Case Name: CITIZENS NATIONAL BANK IN ENNIS, Appellant, v. T. C. HART, Appellee
Court: Texas Courts of Civil Appeals
Jurisdiction: Texas
Decision Date: 1959-02-06
Citations: 321 S.W.2d 319
Docket Number: No. 15976
Parties: CITIZENS NATIONAL BANK IN ENNIS, Appellant, v. T. C. HART, Appellee.
Judges: 
Reporter: South Western Reporter Second Series
Volume: 321
Pages: 319–321

Head Matter:
CITIZENS NATIONAL BANK IN ENNIS, Appellant, v. T. C. HART, Appellee.
No. 15976.
Court of Civil Appeals of Texas. Fort Worth.
Feb. 6, 1959.
Rehearing Denied March 6, 1959.
Griffith & Lumpkins, Lynn B. Griffith and Stuart B. Lumpkins, Waxahachie, for appellant.
Dell & Perry Barber and Perry Barber, Colorado City, for appellee.

Opinion:
MASSEY, Chief Justice.
This is an appeal by writ of error from a default judgment in favor of a plaintiff in judgment, T. C. Hart, against a garnishee, Citizens National Bank in Ennis.
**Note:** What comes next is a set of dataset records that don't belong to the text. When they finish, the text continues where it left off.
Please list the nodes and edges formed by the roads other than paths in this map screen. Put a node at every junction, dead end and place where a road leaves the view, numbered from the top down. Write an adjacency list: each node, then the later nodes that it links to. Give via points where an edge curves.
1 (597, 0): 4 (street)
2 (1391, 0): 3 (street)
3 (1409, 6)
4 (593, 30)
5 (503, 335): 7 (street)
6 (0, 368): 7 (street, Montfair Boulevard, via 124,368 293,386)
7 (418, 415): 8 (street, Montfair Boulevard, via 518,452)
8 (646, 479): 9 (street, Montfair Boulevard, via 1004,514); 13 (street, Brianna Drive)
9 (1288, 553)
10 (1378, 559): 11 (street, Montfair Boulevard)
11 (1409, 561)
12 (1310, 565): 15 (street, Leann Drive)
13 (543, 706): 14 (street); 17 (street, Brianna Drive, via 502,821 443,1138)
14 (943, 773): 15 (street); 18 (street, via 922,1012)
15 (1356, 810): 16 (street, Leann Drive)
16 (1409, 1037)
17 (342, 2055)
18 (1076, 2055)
There are a number of questions presented by the appeal, but, if the provisions of Texas Rules of Civil Procedure, rule 107 commanding that "No default judgment shall be granted in any cause until the citation, with the officer's return thereon, shall have been on file with the clerk of the court ten days, exclusive of the day of filing and the day of judgment" apply to a garnishment suit, all other questions may be disregarded.
Such is true because the parties agree and the face of the record reflects that the "return" of the officer on the writ of garnishment was not on file with the clerk of the court for the requisite ten-day period.
The garnishee relies upon the decision of this Court in Woodall v. Lansford, Tex.Civ.App.1953, 254 S.W.2d 540, in which we analyzed the provisions of Rule 107 in respect to the length of time a "return" on a citation must have been on file with the clerk before a default judgment could be taken. The default judgment in said case was for damages. Garnishment was not involved.
We are convinced that Rule 107 does apply to any judgment by default against a garnishee in a garnishment suit, such a judgment being one in personam. In garnishment matters the writ is actually of a dual nature, and in one sense it is a praecipe only and the original process and initiatory step in the prosecution of a suit. In the other sense, it is a writ which, upon its service, operates to impound any and all property held by the garnishee belonging to the defendant debtor. Process thus is operative in personam as against the garnishee and is operative in rem upon property of the defendant debtor in the hands of the garnishee.
When a default judgment is taken against a garnishee upon his failure to answer in compliance with the commandments oí the writ, the plaintiff is actually securing a judgment in personam. Future action taken by the plaintiff in reliance upon such a default judgment would not vary in any particular from that which would follow any other judgment in personam, as in the ordinary judgment for damages.
Plaintiff Hart argues that garnishment matters have always been controlled by statutes, now merged into the Rules of Civil Procedure. T.R.C.P. 667 (source: Art. 4087, Vernon's Ann.Tex.Civ.St., with minor textual change) specifically provides that "If the garnishee fails to file an answer to the writ of garnishment at or before the time directed in the writ, it shall be lawful for the court, on or after appearance day, to render judgment by default, as in other civil cases, against such garnishee His argument amounts to an insistence that the special provisions relative to default judgments in a garnishment suit constitute an exception to the application of the Rules generally to actions of a civil nature within the contemplation of T.R.C.P. 2, and that the provisions of Rule 107 should be disregarded. Otherwise, it is said, Rules 107 and 667 are in seeming conflict, while any conflict would disappear upon treating the Rule relative to default judgment in garnishment matters as an exception under Rule 2. Predicate for the argument is pointed out in relation to the history of the Rules of Civil Procedure. When Arts. 2034 and 2036 were amended and merged into Rule 107, with addition of the ten-day provision, there was no like action taken as to Art. 4087 and Rule 667, into which it was merged.
We do not believe the argument has merit. It is of course lawful for the court to render judgment by default "as in other civil cases" (emphasis supplied) where the garnishee is in default, but there is a restriction upon rendition of judgments by default "in other civil cases", for such judgments may not be "lawfully" rendered until the citation has been on file a full ten days. As applied to default judgments in garnishment cases, the inhibitions of Rule 107 are operative to make improper and erroneous any such judgment in an instance where the officer's return of the writ of garnishment has not been on file with the clerk of the court a full ten days, exclusive of the day of filing and day of judgment.
Judgment is reversed and the cause remanded for trial.